(Records excerpted from a collection)
***

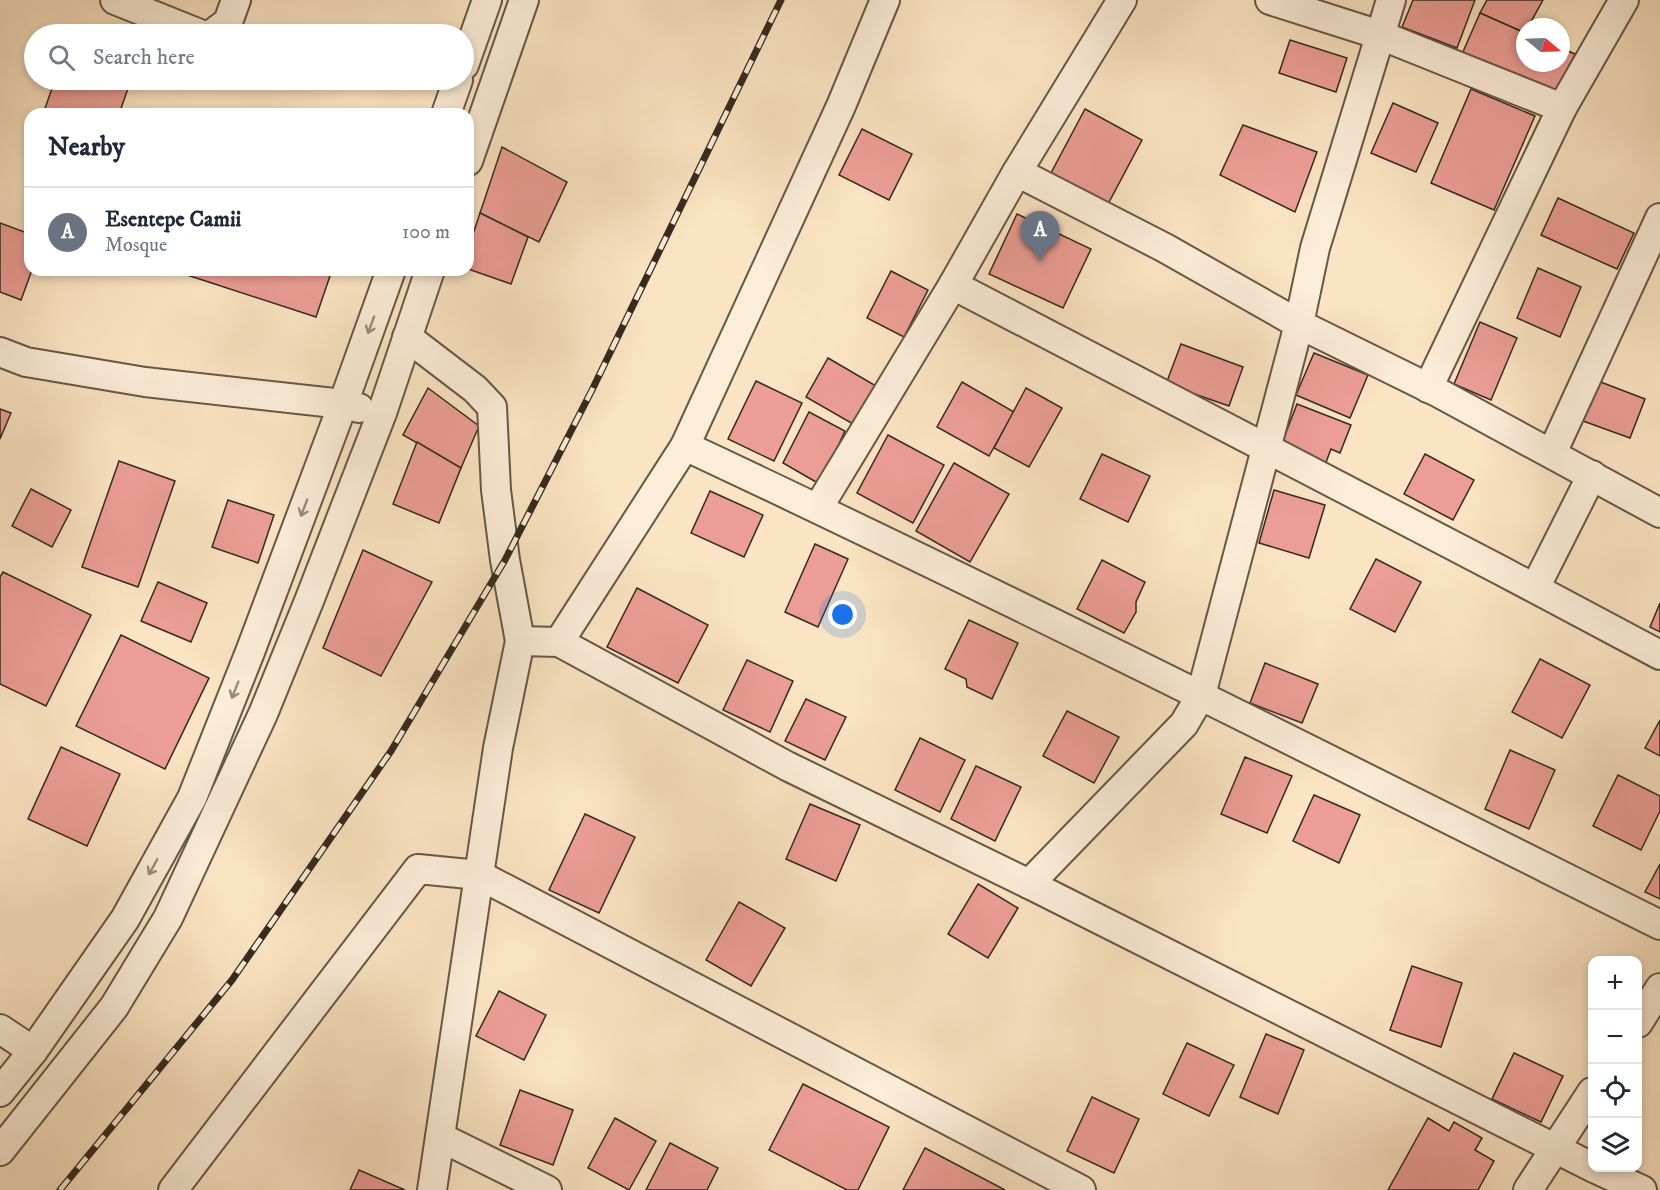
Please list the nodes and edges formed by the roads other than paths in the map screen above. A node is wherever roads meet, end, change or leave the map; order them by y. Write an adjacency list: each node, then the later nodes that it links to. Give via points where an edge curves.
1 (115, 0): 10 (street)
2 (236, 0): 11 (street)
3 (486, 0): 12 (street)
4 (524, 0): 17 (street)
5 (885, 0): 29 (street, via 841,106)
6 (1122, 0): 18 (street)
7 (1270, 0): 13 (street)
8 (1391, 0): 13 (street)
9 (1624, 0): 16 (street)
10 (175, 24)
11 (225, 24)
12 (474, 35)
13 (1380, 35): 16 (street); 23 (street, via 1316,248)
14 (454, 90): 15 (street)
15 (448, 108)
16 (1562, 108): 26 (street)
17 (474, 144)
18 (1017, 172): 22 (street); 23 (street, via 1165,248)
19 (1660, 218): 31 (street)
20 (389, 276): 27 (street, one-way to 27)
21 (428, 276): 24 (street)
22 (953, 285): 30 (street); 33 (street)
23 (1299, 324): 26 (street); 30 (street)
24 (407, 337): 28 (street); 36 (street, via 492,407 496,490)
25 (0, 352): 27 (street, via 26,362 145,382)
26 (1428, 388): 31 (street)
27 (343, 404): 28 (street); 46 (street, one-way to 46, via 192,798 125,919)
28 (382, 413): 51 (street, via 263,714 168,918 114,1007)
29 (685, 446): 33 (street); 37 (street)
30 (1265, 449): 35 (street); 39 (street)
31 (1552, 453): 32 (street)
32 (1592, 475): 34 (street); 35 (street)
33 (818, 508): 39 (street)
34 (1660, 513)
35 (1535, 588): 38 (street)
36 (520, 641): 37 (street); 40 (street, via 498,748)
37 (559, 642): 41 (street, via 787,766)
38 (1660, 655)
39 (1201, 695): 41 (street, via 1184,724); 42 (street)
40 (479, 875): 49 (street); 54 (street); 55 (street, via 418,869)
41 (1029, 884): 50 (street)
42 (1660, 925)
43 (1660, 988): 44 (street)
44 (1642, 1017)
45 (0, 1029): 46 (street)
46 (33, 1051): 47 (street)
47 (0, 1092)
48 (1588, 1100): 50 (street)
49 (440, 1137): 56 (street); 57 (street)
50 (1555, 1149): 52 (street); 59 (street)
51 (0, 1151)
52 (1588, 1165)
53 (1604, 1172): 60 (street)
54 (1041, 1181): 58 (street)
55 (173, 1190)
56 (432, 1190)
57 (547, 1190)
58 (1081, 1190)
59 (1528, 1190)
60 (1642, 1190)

***

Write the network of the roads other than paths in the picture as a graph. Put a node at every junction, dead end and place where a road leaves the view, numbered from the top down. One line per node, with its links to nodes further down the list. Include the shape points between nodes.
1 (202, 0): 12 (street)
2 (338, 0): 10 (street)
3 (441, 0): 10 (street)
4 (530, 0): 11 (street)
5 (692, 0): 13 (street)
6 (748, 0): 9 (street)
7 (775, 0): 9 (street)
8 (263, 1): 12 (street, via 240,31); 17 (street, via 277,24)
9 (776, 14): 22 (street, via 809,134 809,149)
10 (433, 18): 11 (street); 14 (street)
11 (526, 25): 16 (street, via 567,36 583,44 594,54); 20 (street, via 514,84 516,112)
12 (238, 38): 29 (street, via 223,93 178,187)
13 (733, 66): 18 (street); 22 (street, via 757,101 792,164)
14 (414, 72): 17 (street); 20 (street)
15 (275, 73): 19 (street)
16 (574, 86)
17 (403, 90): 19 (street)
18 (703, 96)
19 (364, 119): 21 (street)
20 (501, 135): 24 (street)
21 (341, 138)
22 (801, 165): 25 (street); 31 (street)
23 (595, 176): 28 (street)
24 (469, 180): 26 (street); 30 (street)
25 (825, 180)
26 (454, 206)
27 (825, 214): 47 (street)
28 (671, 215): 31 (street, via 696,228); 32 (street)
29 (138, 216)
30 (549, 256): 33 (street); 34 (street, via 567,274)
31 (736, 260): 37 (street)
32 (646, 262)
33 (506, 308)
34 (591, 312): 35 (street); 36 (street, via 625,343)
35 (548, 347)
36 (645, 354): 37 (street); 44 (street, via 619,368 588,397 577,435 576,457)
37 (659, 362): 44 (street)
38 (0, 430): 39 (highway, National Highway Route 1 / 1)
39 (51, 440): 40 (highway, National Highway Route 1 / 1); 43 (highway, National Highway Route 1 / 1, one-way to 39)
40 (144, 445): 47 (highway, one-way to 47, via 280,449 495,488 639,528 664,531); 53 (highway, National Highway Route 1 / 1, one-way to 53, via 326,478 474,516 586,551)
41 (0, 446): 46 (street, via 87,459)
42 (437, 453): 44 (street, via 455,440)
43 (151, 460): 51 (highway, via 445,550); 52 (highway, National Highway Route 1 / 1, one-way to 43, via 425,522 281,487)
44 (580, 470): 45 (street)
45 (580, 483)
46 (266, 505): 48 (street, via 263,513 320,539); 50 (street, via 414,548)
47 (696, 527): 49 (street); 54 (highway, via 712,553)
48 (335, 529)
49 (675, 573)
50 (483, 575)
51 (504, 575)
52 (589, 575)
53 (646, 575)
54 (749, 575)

***

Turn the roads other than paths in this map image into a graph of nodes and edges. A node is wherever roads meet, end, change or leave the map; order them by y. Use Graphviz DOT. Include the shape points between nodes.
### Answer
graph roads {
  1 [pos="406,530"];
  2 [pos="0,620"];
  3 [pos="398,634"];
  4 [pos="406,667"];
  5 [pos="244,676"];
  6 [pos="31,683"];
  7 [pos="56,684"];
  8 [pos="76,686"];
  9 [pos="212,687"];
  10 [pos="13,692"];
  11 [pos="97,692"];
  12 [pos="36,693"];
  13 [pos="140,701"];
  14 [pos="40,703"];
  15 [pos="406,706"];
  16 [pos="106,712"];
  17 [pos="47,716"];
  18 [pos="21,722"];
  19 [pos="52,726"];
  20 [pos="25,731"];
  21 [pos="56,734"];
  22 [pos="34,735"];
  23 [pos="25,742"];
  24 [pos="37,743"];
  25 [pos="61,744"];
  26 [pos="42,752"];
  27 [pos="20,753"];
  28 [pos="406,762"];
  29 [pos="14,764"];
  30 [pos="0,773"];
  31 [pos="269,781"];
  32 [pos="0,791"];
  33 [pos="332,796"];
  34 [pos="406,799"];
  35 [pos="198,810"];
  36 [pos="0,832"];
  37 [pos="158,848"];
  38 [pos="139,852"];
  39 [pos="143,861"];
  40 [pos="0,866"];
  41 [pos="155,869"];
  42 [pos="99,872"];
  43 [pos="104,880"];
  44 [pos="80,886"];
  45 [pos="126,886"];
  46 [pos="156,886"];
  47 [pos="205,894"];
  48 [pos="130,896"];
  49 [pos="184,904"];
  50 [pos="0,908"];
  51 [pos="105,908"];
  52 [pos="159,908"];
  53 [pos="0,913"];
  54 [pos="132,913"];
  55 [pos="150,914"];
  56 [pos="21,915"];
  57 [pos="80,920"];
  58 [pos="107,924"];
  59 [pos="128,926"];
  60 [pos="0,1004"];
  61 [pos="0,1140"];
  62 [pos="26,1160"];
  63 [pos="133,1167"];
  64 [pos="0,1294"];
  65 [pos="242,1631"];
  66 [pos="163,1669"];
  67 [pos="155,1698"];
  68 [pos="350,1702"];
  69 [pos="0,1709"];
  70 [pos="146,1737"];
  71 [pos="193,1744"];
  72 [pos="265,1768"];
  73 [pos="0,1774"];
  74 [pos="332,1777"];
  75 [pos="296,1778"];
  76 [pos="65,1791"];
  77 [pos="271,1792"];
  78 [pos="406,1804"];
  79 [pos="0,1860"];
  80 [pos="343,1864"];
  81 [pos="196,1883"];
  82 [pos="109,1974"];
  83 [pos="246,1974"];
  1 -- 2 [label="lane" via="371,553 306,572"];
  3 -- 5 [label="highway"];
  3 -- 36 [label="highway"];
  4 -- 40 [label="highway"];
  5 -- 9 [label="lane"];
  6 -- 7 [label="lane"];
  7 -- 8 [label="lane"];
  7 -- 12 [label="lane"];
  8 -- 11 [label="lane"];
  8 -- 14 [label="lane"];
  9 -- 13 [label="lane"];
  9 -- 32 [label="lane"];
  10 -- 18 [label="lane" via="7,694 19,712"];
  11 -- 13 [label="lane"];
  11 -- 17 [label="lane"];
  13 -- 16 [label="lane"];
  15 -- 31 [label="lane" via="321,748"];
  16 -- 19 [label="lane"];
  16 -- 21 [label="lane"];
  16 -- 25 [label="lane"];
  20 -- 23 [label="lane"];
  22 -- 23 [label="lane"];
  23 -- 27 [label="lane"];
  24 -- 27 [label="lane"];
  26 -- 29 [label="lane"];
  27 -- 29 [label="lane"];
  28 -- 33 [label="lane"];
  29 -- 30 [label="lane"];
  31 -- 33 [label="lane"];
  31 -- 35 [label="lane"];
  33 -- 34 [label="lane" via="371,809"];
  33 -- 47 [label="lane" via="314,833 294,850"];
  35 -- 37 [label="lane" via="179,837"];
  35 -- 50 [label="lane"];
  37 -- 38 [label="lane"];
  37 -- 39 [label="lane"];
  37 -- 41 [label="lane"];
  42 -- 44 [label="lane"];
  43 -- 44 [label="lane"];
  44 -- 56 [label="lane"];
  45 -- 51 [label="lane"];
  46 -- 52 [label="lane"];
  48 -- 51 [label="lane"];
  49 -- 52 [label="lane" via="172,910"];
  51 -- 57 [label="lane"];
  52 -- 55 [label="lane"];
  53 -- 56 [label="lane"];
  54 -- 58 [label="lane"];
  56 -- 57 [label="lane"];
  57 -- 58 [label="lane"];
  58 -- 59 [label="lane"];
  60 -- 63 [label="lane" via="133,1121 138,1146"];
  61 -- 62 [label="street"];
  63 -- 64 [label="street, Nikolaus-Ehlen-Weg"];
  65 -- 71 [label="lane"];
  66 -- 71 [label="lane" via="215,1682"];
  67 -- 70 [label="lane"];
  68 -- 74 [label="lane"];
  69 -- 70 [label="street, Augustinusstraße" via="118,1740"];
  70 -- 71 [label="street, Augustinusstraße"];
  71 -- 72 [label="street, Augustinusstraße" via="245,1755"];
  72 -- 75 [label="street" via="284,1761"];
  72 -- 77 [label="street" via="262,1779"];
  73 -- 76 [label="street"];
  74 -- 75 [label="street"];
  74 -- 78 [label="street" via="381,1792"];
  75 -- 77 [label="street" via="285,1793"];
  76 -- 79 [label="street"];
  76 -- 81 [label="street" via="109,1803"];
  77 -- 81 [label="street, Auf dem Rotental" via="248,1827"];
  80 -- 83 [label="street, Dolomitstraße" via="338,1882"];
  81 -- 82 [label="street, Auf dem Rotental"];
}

***

# Goal of the exercise:
Using the entries above, find all lines with "Rotental". Copy them.

# Solved problem:
  77 -- 81 [label="street, Auf dem Rotental" via="248,1827"];
  81 -- 82 [label="street, Auf dem Rotental"];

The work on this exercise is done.